Figure 2 shows the morphologies of nanoporous Cu prepared by dealloying the bulk disks without the heat treatment. The pore shape grows from honeycombs  (Fig. 2(a)) to the bi-continuous structure of interconnecting ligaments (Fig. 2(b)) with increasing the corrosion time. The shape formed after 5 d corrosion exhibits uniform ligament morphology with an average ligament diameter of 70 nm. The nanoporous copper has been obtained by dealloying the bulk disks without the heat treatment although this sample is not fully dealloyed. The sample after dealloying the Mn-Cu bulk without the heat treatment is divided into two zones: uniform bi-continuous structure zone (light-grey color in     Fig. 2(b)), and the blurry or no pore structure zone (dark-grey color in Fig. 2(b)). The ligament is gradually coarsened with increasing the corrosion time, and there are some granules in the ligament as seen in Fig. 2(c), which may be resulted from the aggregation of the copper atoms.

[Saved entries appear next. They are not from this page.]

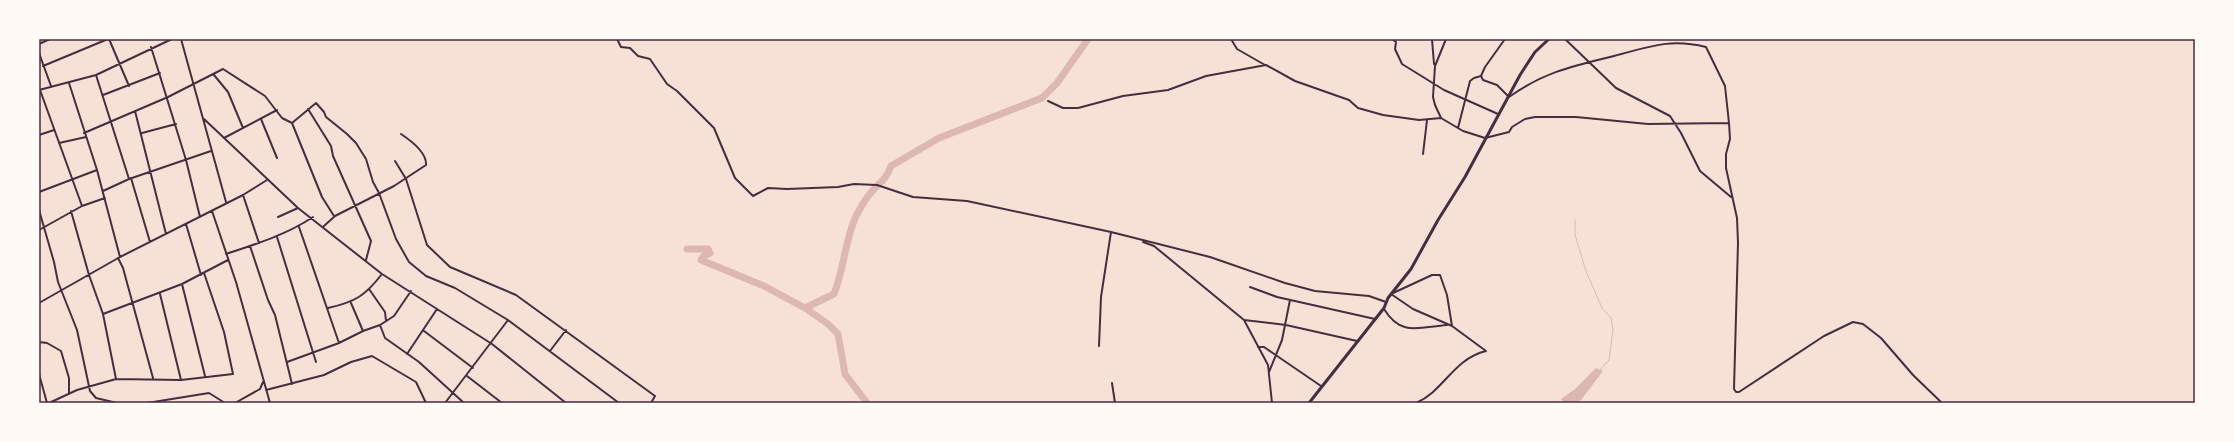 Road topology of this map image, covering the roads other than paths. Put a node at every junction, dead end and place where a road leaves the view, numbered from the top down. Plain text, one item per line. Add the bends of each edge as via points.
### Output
1 (50, 39) edge
2 (108, 39) edge
3 (172, 39) edge
4 (181, 39) edge
5 (617, 39) edge
6 (1231, 39) edge
7 (1392, 39) edge
8 (1432, 39) edge
9 (1446, 39) edge
10 (1505, 39) edge
11 (1548, 39) edge
12 (1565, 39) edge
13 (1396, 40) edge
14 (39, 44) edge
15 (151, 47) junction
16 (39, 53) edge
17 (1588, 62) junction
18 (120, 63) junction
19 (41, 65) edge
20 (1266, 66) junction
21 (1435, 66) junction
22 (160, 73) junction
23 (213, 75) junction
24 (96, 76) junction
25 (1481, 76) junction
26 (69, 83) junction
27 (195, 84) junction
28 (1435, 84) junction
29 (51, 86) junction
30 (129, 86) junction
31 (39, 90) edge
32 (103, 96) junction
33 (168, 97) junction
34 (1509, 97) junction
35 (1465, 100) junction
36 (1048, 101) dead end
37 (308, 109) junction
38 (277, 110) junction
39 (135, 111) junction
40 (1498, 114) junction
41 (1441, 118) junction
42 (204, 119) junction
43 (261, 119) junction
44 (1427, 120) junction
45 (111, 122) junction
46 (292, 123) junction
47 (1676, 123) junction
48 (1729, 123) junction
49 (176, 124) junction
50 (243, 128) junction
51 (1458, 128) junction
52 (54, 130) junction
53 (84, 133) junction
54 (142, 133) junction
55 (401, 134) dead end
56 (39, 135) edge
57 (86, 137) junction
58 (224, 138) junction
59 (1485, 138) junction
60 (58, 143) junction
61 (211, 151) junction
62 (1423, 154) dead end
63 (277, 158) dead end
64 (186, 160) junction
65 (395, 161) dead end
66 (97, 170) junction
67 (151, 171) junction
68 (130, 178) junction
69 (406, 179) junction
70 (71, 180) junction
71 (267, 180) junction
72 (104, 191) junction
73 (39, 192) edge
74 (379, 193) junction
75 (243, 195) junction
76 (105, 198) junction
77 (1732, 198) junction
78 (226, 202) junction
79 (82, 206) junction
80 (355, 206) junction
81 (298, 208) junction
82 (39, 210) edge
83 (212, 210) junction
84 (71, 211) junction
85 (335, 216) junction
86 (200, 217) junction
87 (278, 217) dead end
88 (313, 218) junction
89 (186, 224) junction
90 (324, 226) junction
91 (44, 227) junction
92 (299, 227) junction
93 (39, 230) edge
94 (1111, 232) junction
95 (166, 234) junction
96 (277, 237) junction
97 (1133, 238) junction
98 (150, 242) junction
99 (259, 243) junction
100 (250, 246) junction
101 (226, 254) junction
102 (119, 258) junction
103 (228, 260) junction
104 (366, 260) junction
105 (204, 273) junction
106 (382, 274) junction
107 (89, 275) junction
108 (201, 275) junction
109 (182, 284) junction
110 (1250, 287) dead end
111 (62, 289) junction
112 (369, 289) junction
113 (412, 291) junction
114 (160, 294) junction
115 (1391, 294) junction
116 (1290, 300) junction
117 (39, 301) edge
118 (1386, 302) junction
119 (351, 303) junction
120 (133, 304) junction
121 (328, 308) junction
122 (1384, 308) junction
123 (437, 309) junction
124 (103, 314) junction
125 (1376, 319) junction
126 (508, 320) junction
127 (1244, 320) junction
128 (386, 321) junction
129 (380, 325) junction
130 (1286, 325) junction
131 (1448, 325) junction
132 (1452, 326) junction
133 (363, 330) junction
134 (566, 330) junction
135 (424, 331) junction
136 (1357, 341) junction
137 (39, 342) edge
138 (339, 343) junction
139 (492, 344) junction
140 (1099, 346) dead end
141 (1258, 347) junction
142 (550, 352) junction
143 (312, 353) junction
144 (407, 354) junction
145 (1276, 356) junction
146 (287, 362) junction
147 (316, 362) dead end
148 (473, 368) junction
149 (1269, 373) junction
150 (39, 374) edge
151 (467, 376) junction
152 (205, 377) junction
153 (153, 378) junction
154 (116, 379) junction
155 (181, 380) junction
156 (263, 380) junction
157 (1112, 383) dead end
158 (292, 384) junction
159 (88, 386) junction
160 (1321, 386) junction
161 (70, 387) junction
162 (77, 390) junction
163 (266, 390) junction
164 (454, 392) junction
165 (69, 394) junction
166 (48, 403) edge
167 (118, 403) edge
168 (147, 403) edge
169 (225, 403) edge
170 (235, 403) edge
171 (270, 403) edge
172 (426, 403) edge
173 (445, 403) edge
174 (464, 403) edge
175 (502, 403) edge
176 (566, 403) edge
177 (619, 403) edge
178 (651, 403) edge
179 (1115, 403) edge
180 (1272, 403) edge
181 (1309, 403) edge
182 (1416, 403) edge
183 (1942, 403) edge

1 - 14 street
2 - 18 street
2 - 19 street
3 - 15 street
4 - 27 street
5 - 94 street via 621,47 630,48 638,56 650,59 667,84 714,128 735,178 752,196 768,188 787,190 854,184 877,185 913,197 967,201
6 - 20 street via 1237,49
7 - 13 street
8 - 21 street
9 - 21 street
10 - 25 street via 1485,66
11 - 34 street via 1535,52
12 - 17 street
13 - 28 street via 1394,49 1402,64
15 - 18 street
15 - 22 street
16 - 19 street
17 - 34 street via 1561,68
17 - 47 street via 1626,95 1658,108
17 - 48 street via 1653,44 1693,44 1706,47 1725,86
18 - 24 street
18 - 30 street
19 - 29 street
20 - 36 street via 1206,76 1168,90 1123,96 1078,108 1063,108
20 - 44 street via 1295,81 1349,100 1358,108 1383,115
21 - 28 street
22 - 30 street
22 - 33 street
23 - 27 street
23 - 38 street via 223,69 265,96
23 - 50 street via 228,92
24 - 26 street
24 - 32 street
25 - 34 street
25 - 35 street via 1470,81
26 - 29 street
26 - 53 street
27 - 33 street
27 - 42 street
28 - 35 street
28 - 41 street via 1433,97
29 - 31 street
30 - 32 street
31 - 52 street
32 - 45 street
33 - 39 street
33 - 49 street
34 - 40 street
35 - 40 street
35 - 51 street
37 - 46 street
37 - 74 street via 316,103 326,117 356,143 366,159
37 - 80 street via 331,146 332,156
38 - 43 street
38 - 46 street via 282,118
39 - 45 street
39 - 54 street
40 - 59 street
41 - 44 street
41 - 51 street
42 - 58 street
42 - 61 street
43 - 50 street
43 - 63 street
44 - 62 street
45 - 53 street
45 - 68 street
46 - 85 street via 322,197
47 - 48 street
47 - 59 street via 1613,122 1570,116 1535,117 1525,119 1509,132
47 - 77 street via 1700,171
48 - 77 street via 1730,139 1726,168
49 - 54 street
49 - 64 street
50 - 58 street
51 - 59 street
52 - 56 street
52 - 60 street
53 - 57 street
54 - 67 street
55 - 69 street via 410,139 427,162
57 - 60 street
57 - 66 street
58 - 71 street
59 - 115 street via 1465,178 1410,269
60 - 70 street
61 - 64 street
61 - 78 street
64 - 67 street
64 - 86 street
65 - 69 street
66 - 70 street
66 - 72 street
67 - 68 street
67 - 95 street
68 - 72 street
68 - 98 street
69 - 74 street
69 - 134 street via 427,245 435,254 450,268 516,295
70 - 73 street
70 - 79 street
71 - 75 street
71 - 81 street
72 - 76 street
74 - 80 street
74 - 126 street via 396,239 409,262 426,276 455,288
75 - 78 street
75 - 99 street
76 - 79 street
76 - 102 street
77 - 183 street via 1737,218 1738,243 1735,391 1739,392 1824,336 1853,322 1863,324 1881,338
78 - 83 street
79 - 84 street
80 - 85 street
80 - 104 street via 371,241
81 - 87 street
81 - 88 street
82 - 91 street
83 - 86 street
83 - 101 street
84 - 91 street
84 - 107 street
85 - 90 street
86 - 89 street
88 - 90 street
88 - 92 street
89 - 95 street
89 - 108 street
90 - 104 street
91 - 93 street
91 - 111 street
92 - 96 street
92 - 121 street
94 - 97 street
94 - 140 street via 1101,297
95 - 98 street
96 - 99 street
96 - 143 street
97 - 118 street via 1210,257 1315,291 1369,296
97 - 127 street via 1154,246
98 - 102 street
99 - 100 street
100 - 101 street
100 - 146 street via 275,315
101 - 103 street
102 - 107 street
102 - 120 street
103 - 105 street
103 - 156 street
104 - 106 street
105 - 108 street
105 - 152 street via 224,332 234,373
106 - 112 street
106 - 113 street
107 - 111 street
107 - 124 street
108 - 109 street
109 - 114 street
109 - 152 street
110 - 116 street
111 - 117 street
111 - 159 street via 77,330
112 - 119 street
112 - 128 street via 385,312
113 - 123 street
113 - 128 street via 394,316
114 - 120 street
114 - 155 street
115 - 118 street
115 - 131 street via 1413,309
115 - 132 street via 1432,275 1440,275 1448,296
116 - 125 street
116 - 130 street
118 - 122 street
119 - 121 street
119 - 133 street
120 - 124 street
120 - 153 street
121 - 138 street
122 - 125 street
122 - 131 street via 1398,326 1408,329
123 - 135 street
123 - 139 street
124 - 154 street
125 - 136 street
126 - 139 street
126 - 142 street
127 - 130 street
127 - 141 street
128 - 129 street
129 - 133 street
129 - 144 street via 385,338
130 - 136 street
130 - 145 street
131 - 132 street
132 - 182 street via 1486,351 1458,365 1430,395
133 - 138 street
134 - 142 street
134 - 178 street via 654,396
135 - 144 street
135 - 148 street
136 - 160 street
137 - 161 street via 61,350
138 - 143 street
139 - 148 street
139 - 176 street
141 - 145 street via 1264,347
141 - 149 street via 1268,365
142 - 177 street
143 - 146 street
143 - 147 street
144 - 164 street
145 - 149 street
145 - 160 street
146 - 158 street
148 - 151 street
149 - 180 street
150 - 166 street
151 - 164 street
151 - 175 street
152 - 155 street
153 - 154 street
153 - 155 street
154 - 159 street
156 - 163 street
156 - 170 street via 260,389
157 - 179 street
158 - 163 street
158 - 172 street via 372,356 416,382
159 - 162 street
159 - 167 street via 96,398
160 - 181 street
161 - 162 street
161 - 165 street
162 - 165 street
163 - 171 street
164 - 173 street
164 - 174 street
165 - 166 street
168 - 169 street via 209,393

Fig. 2 FESEM images of nanoporous Cu made by    corroding non-heat-treated bulk precursor for 2 d (a), 5 d (b) and 12 d (c)

The ligament coarsening is also found in the Ag-Au system [22]. The previous research on the Ag-Au system showed that the compositional threshold (or parting  limit) is a necessary condition to induce dealloying [7-8]. For the Au-Ag film with the Au content greater than 44% (molar fraction), the dissolution of Ag is limited. Au atoms aggregate at the partially-dealloyed zones with individual pores randomly distributing on the surface [9-10]. It is the case that the composition distribution in the bulk Mn-Cu precursor is inhomogeneous. The Cu content may be more than the threshold in some zones especially with 49% (molar fraction) Cu atoms (see   Fig. 1). Therefore, it might be expected that the selective corrosion is present only at the surface monolayers of these zones to dissolve Mn atoms, resulting in the apparent copper-rich layers at their surfaces. The copper-rich layers prevent Mn atoms from further dissolution. As a result, this sample is not fully dealloyed and more Mn atoms are residual in these nanopores than in those made from the dealloyed Mn-Cu with the heat treatment (Table 1). Table 1 gives the EDX results of nanoporous Cu prepared by corroding the bulk precursor without and with the heat treatment. The residual Mn contents in nanoporous Cu are 12.97% and 2.04% (molar fraction) made from the precursor without and with 95 h heat treatment, respectively. Therefore, it is reasonable that the heat treatment of the precursors can drive the compositions to distribute homogeneously in the bulk Mn-Cu precursor and consequently result in a more sufficient dealloying for forming nanoporous Cu.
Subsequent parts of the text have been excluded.